What is needed is an exact copy of the data below, pictures excluded.
————————
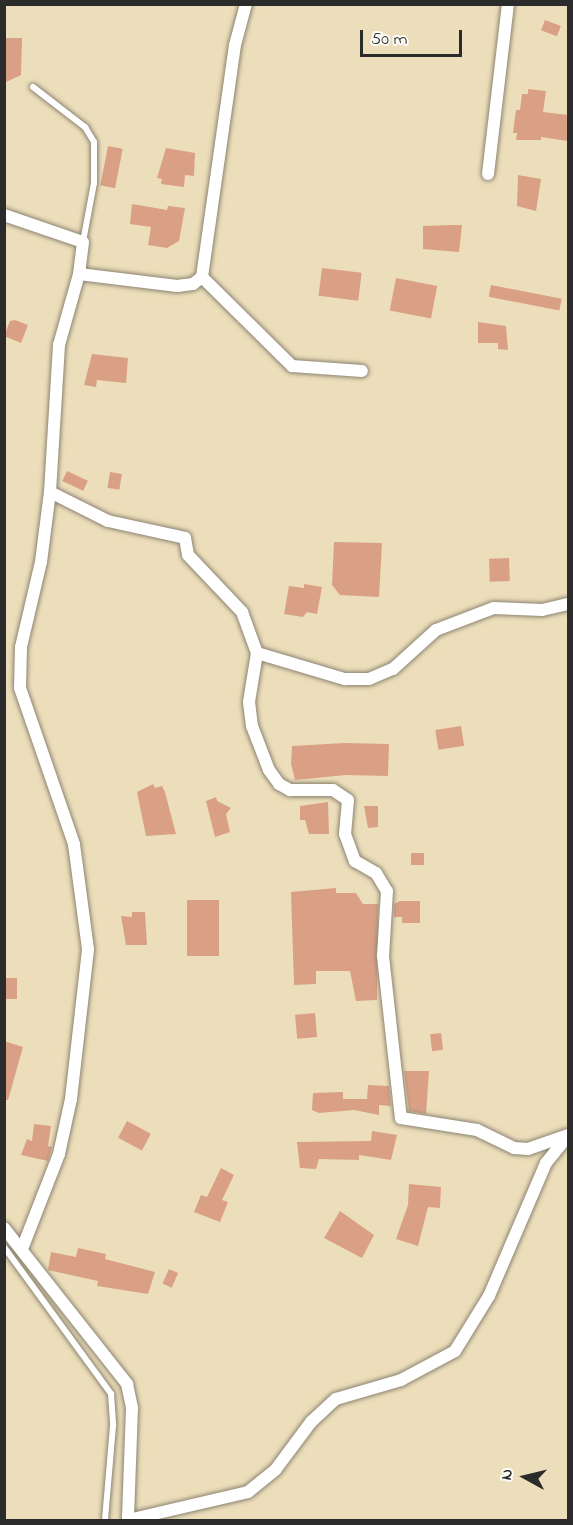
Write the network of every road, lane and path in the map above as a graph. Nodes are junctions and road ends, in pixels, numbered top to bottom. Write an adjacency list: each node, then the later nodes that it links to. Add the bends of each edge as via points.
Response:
1 (246, 4): 8 (street, via 235,45)
2 (508, 4): 4 (street)
3 (33, 87): 6 (lane, via 85,127 94,142 94,183)
4 (488, 174)
5 (4, 215): 6 (street)
6 (83, 242): 7 (street)
7 (79, 274): 8 (street, via 177,286 193,284); 10 (street, via 59,345)
8 (202, 277): 9 (street, via 292,366)
9 (362, 371)
10 (50, 492): 12 (street, via 108,521 185,538 188,555 242,612); 16 (street, via 41,561 21,647 20,688 74,844 88,949 71,1099 59,1154)
11 (568, 604): 12 (street, via 542,610 494,608 436,630 393,669 369,679 345,679)
12 (257, 653): 13 (street, via 249,702 252,726 269,770 279,784 290,790 343,794 348,800 345,834 355,861 385,882 388,913 383,956 401,1118 477,1130 514,1149 528,1149)
13 (568, 1135): 17 (street, via 546,1163 489,1296 455,1351 401,1380 336,1400 311,1422 276,1469 248,1492)
14 (4, 1228): 16 (street)
15 (4, 1247): 18 (lane, via 111,1395 113,1426)
16 (22, 1249): 17 (street, via 127,1384 132,1408)
17 (128, 1520)
18 (105, 1521)

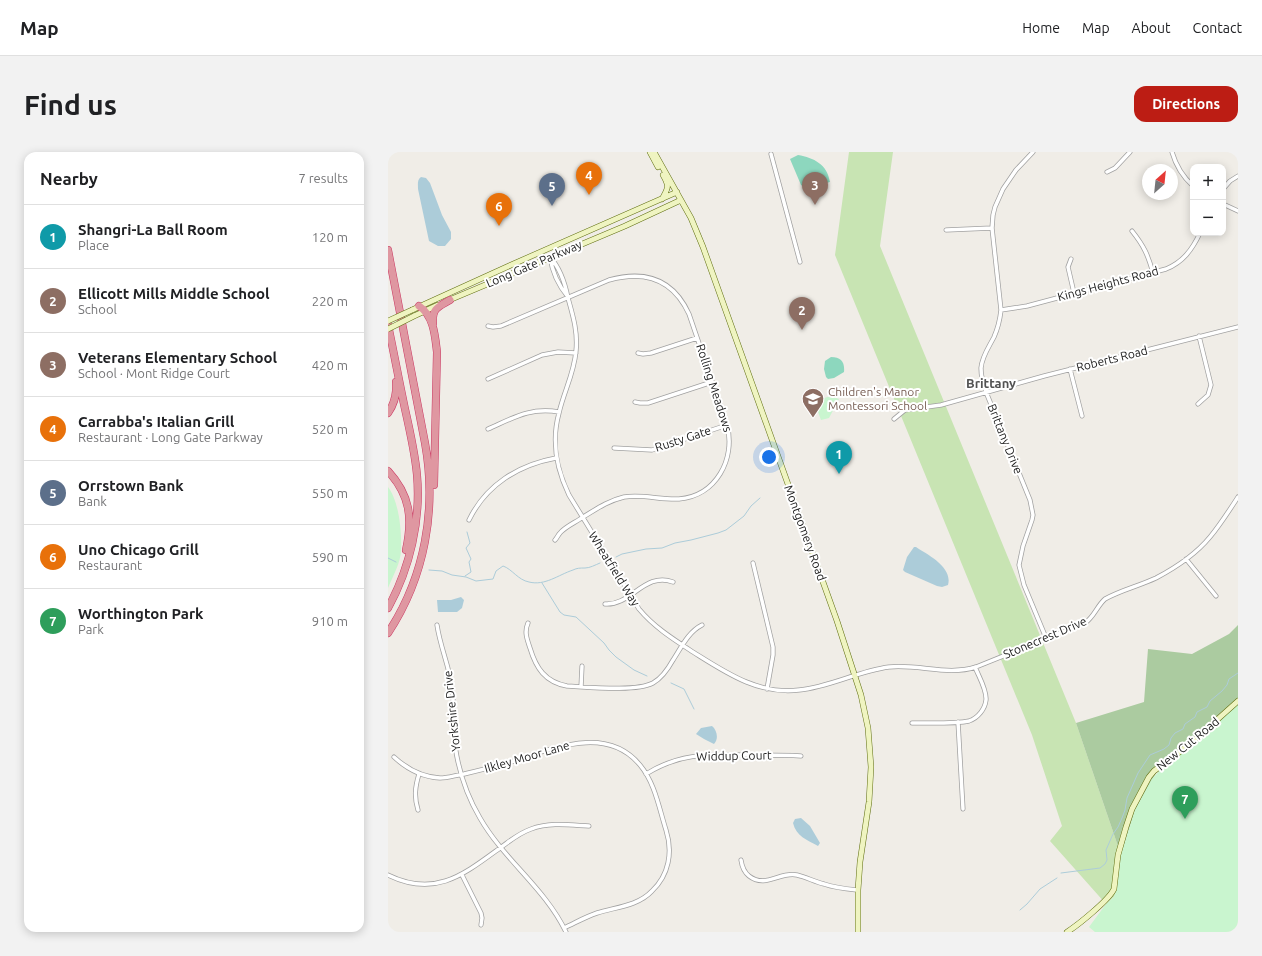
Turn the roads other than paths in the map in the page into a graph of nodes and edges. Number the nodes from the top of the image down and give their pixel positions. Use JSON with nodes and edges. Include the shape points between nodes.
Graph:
————————
• Solution
Write the network of every road, lane and path in the map above as a graph. Nodes are junctions and road ends, in pixels, numbered top to bottom. Write an adjacency list: each node, then the later nodes that it links to. Add the bends of each edge as via points.
Response:
1 (246, 4): 8 (street, via 235,45)
2 (508, 4): 4 (street)
3 (33, 87): 6 (lane, via 85,127 94,142 94,183)
4 (488, 174)
5 (4, 215): 6 (street)
6 (83, 242): 7 (street)
7 (79, 274): 8 (street, via 177,286 193,284); 10 (street, via 59,345)
8 (202, 277): 9 (street, via 292,366)
9 (362, 371)
10 (50, 492): 12 (street, via 108,521 185,538 188,555 242,612); 16 (street, via 41,561 21,647 20,688 74,844 88,949 71,1099 59,1154)
11 (568, 604): 12 (street, via 542,610 494,608 436,630 393,669 369,679 345,679)
12 (257, 653): 13 (street, via 249,702 252,726 269,770 279,784 290,790 343,794 348,800 345,834 355,861 385,882 388,913 383,956 401,1118 477,1130 514,1149 528,1149)
13 (568, 1135): 17 (street, via 546,1163 489,1296 455,1351 401,1380 336,1400 311,1422 276,1469 248,1492)
14 (4, 1228): 16 (street)
15 (4, 1247): 18 (lane, via 111,1395 113,1426)
16 (22, 1249): 17 (street, via 127,1384 132,1408)
17 (128, 1520)
18 (105, 1521)

Turn the roads other than paths in the map in the page into a graph of nodes and edges. Number the nodes from the top of the image down and give their pixel positions. Use JSON with nodes and edges. Include the shape points between nodes.
Graph:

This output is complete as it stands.